- [EXERCISE MATERIAL]
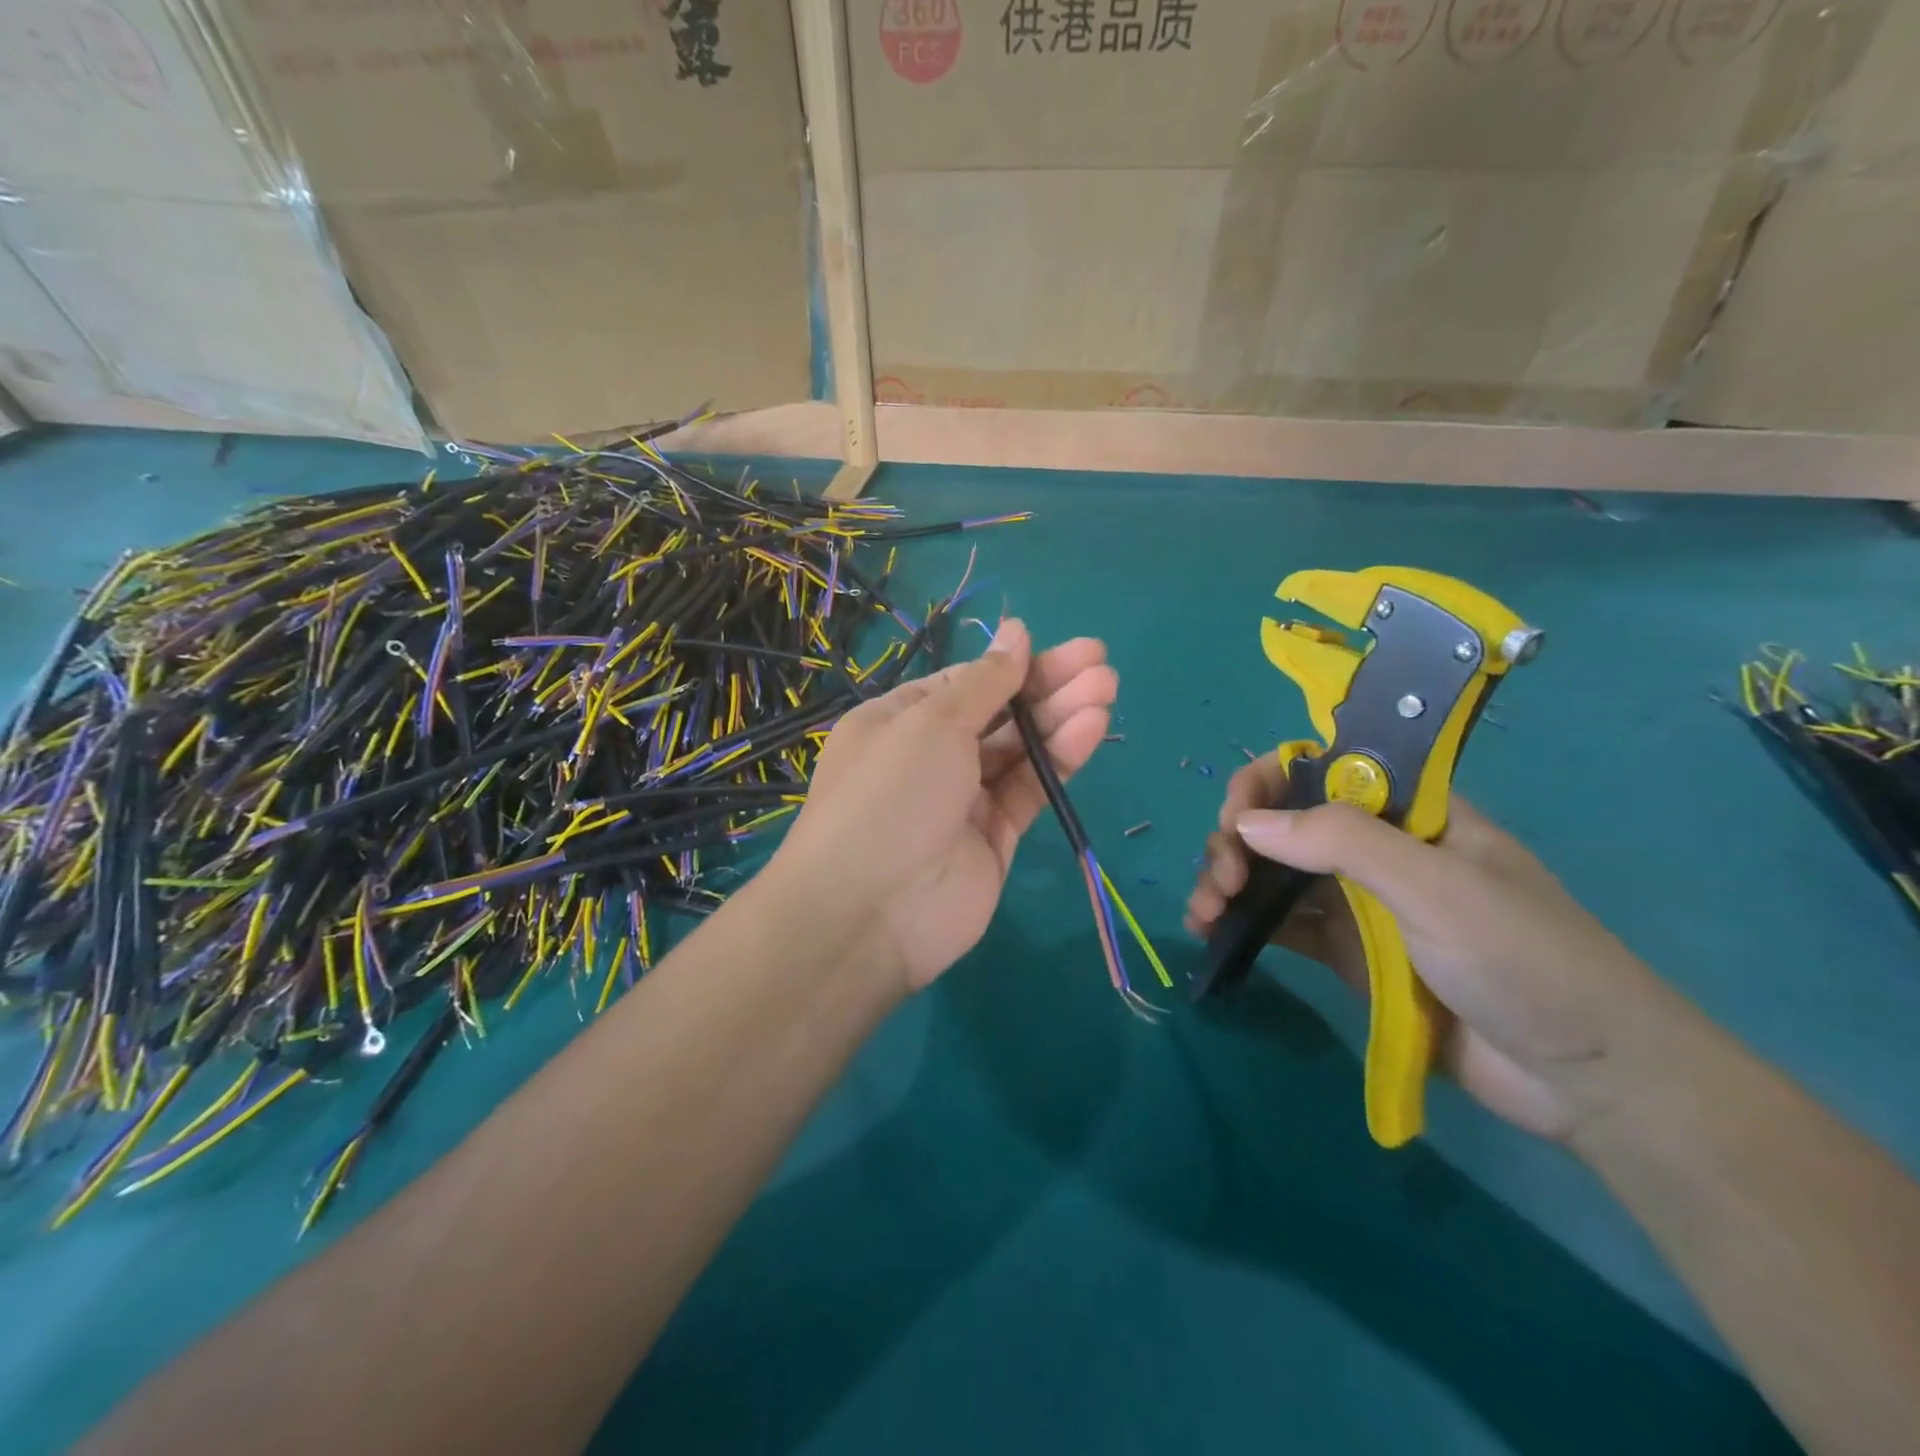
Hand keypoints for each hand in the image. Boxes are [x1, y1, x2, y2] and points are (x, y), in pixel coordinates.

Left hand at [772, 620, 1116, 993]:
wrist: (870, 911)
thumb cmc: (890, 794)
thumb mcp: (932, 722)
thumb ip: (984, 681)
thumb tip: (1015, 631)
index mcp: (900, 720)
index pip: (965, 682)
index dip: (1012, 665)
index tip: (1060, 649)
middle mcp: (931, 755)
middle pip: (999, 712)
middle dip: (1048, 685)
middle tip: (1100, 662)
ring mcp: (964, 798)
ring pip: (1020, 749)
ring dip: (1061, 717)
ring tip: (1107, 687)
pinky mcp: (995, 836)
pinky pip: (1030, 788)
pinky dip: (1059, 759)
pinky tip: (1091, 728)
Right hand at [1186, 757, 1673, 1142]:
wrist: (1587, 1078)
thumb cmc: (1524, 959)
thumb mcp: (1436, 887)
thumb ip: (1342, 843)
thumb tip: (1246, 822)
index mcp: (1405, 813)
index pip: (1318, 769)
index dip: (1267, 783)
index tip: (1238, 819)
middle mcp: (1373, 848)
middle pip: (1282, 821)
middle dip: (1238, 840)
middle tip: (1223, 882)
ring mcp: (1356, 902)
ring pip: (1272, 872)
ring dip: (1227, 881)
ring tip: (1204, 913)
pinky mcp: (1344, 953)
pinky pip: (1280, 924)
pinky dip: (1241, 923)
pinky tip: (1210, 934)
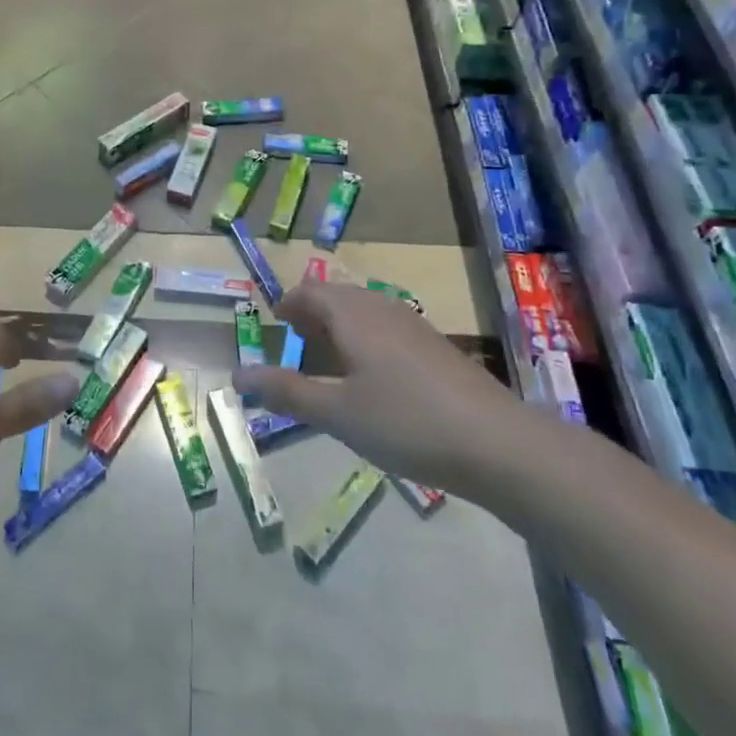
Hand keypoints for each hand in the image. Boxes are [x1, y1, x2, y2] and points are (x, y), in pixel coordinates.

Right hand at [232, 284, 532, 492]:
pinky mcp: (436, 348)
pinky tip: (371, 378)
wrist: (498, 444)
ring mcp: (414, 327)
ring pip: (365, 312)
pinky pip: (387, 329)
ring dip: (338, 326)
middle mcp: (382, 309)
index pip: (309, 291)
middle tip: (293, 342)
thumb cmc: (405, 422)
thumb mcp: (336, 413)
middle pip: (337, 296)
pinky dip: (365, 340)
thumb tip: (237, 375)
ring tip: (326, 360)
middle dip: (311, 314)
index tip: (272, 325)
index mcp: (353, 315)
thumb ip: (286, 391)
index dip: (286, 304)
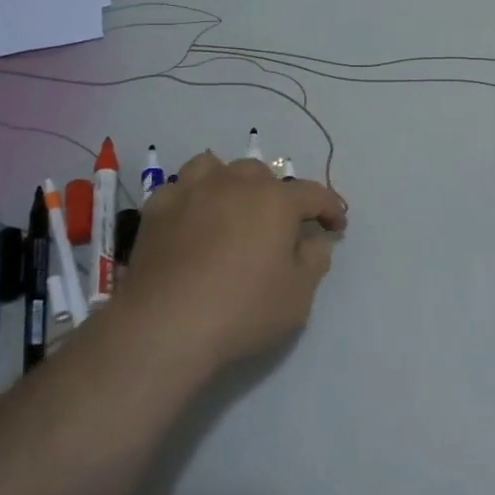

- [EXERCISE]
Output the full listing verbatim, but drop the images.

- [TASK ANSWER]
Hand keypoints for each hand in the image. Boxes are [x1, y1, x2, y2] and points are (x, y), in pixel coordinates.

Left hand at [772, 620, 1116, 993]:
wrist: (870, 911)
thumb cmc: (890, 794)
thumb mcp: (932, 722)
thumb ip: (984, 681)
thumb tip: (1015, 631)
index mcp: (900, 720)
index pip: (965, 682)
index dip: (1012, 665)
index tip: (1060, 649)
middle mcp: (931, 755)
middle pip: (999, 712)
middle dip: (1048, 685)
middle tip: (1100, 662)
ring mcp: (964, 798)
ring pip: (1020, 749)
ring dip: (1061, 717)
ring tip: (1107, 687)
pinky mcp: (995, 836)
pinky pip: (1030, 788)
pinky dip: (1059, 759)
pinky tip: (1091, 728)
Right hand at [1186, 757, 1673, 1142]:
wrist: (1587, 1078)
thumb cmc: (1524, 959)
thumb mcp: (1436, 887)
thumb ip: (1342, 843)
thumb tip: (1246, 822)
index mcp: (1405, 813)
index pip: (1318, 769)
index dip: (1267, 783)
index tip: (1238, 819)
middle mcp: (1373, 848)
middle pip: (1282, 821)
middle dip: (1238, 840)
middle tip: (1223, 882)
ring mcp: (1356, 902)
ring pip: (1272, 872)
ring dip: (1227, 881)
ring tip: (1204, 913)
pinky mcp: (1344, 953)
pinky pip: (1280, 924)
pinky dip: (1241, 923)
pinky tip: (1210, 934)
Hand keypoints for each hand in the image. Boxes are [x1, y1, x2, y2] and points are (x, y), in pixel coordinates.

Right hand at [232, 284, 532, 492]:
pinky mcp: (436, 348)
pinky tip: (371, 378)
wrist: (498, 444)
ring mcp: (414, 327)
ring pip: (365, 312)
pinky pip: (387, 329)
ring dip: (338, 326)
middle mcp: (382, 309)
index pip: (309, 291)
middle tip: (293, 342)
thumb cmc: (405, 422)
thumb mcp: (336, 413)
middle pip: (337, 296)
pinky dip: (365, 340)
thumb tip: (237, 375)
ring tip: (326, 360)
middle dip: (311, 314)
index tip: (272, 325)
index mcp: (353, 315)
thumb ip: (286, 391)
index dip: (286, 304)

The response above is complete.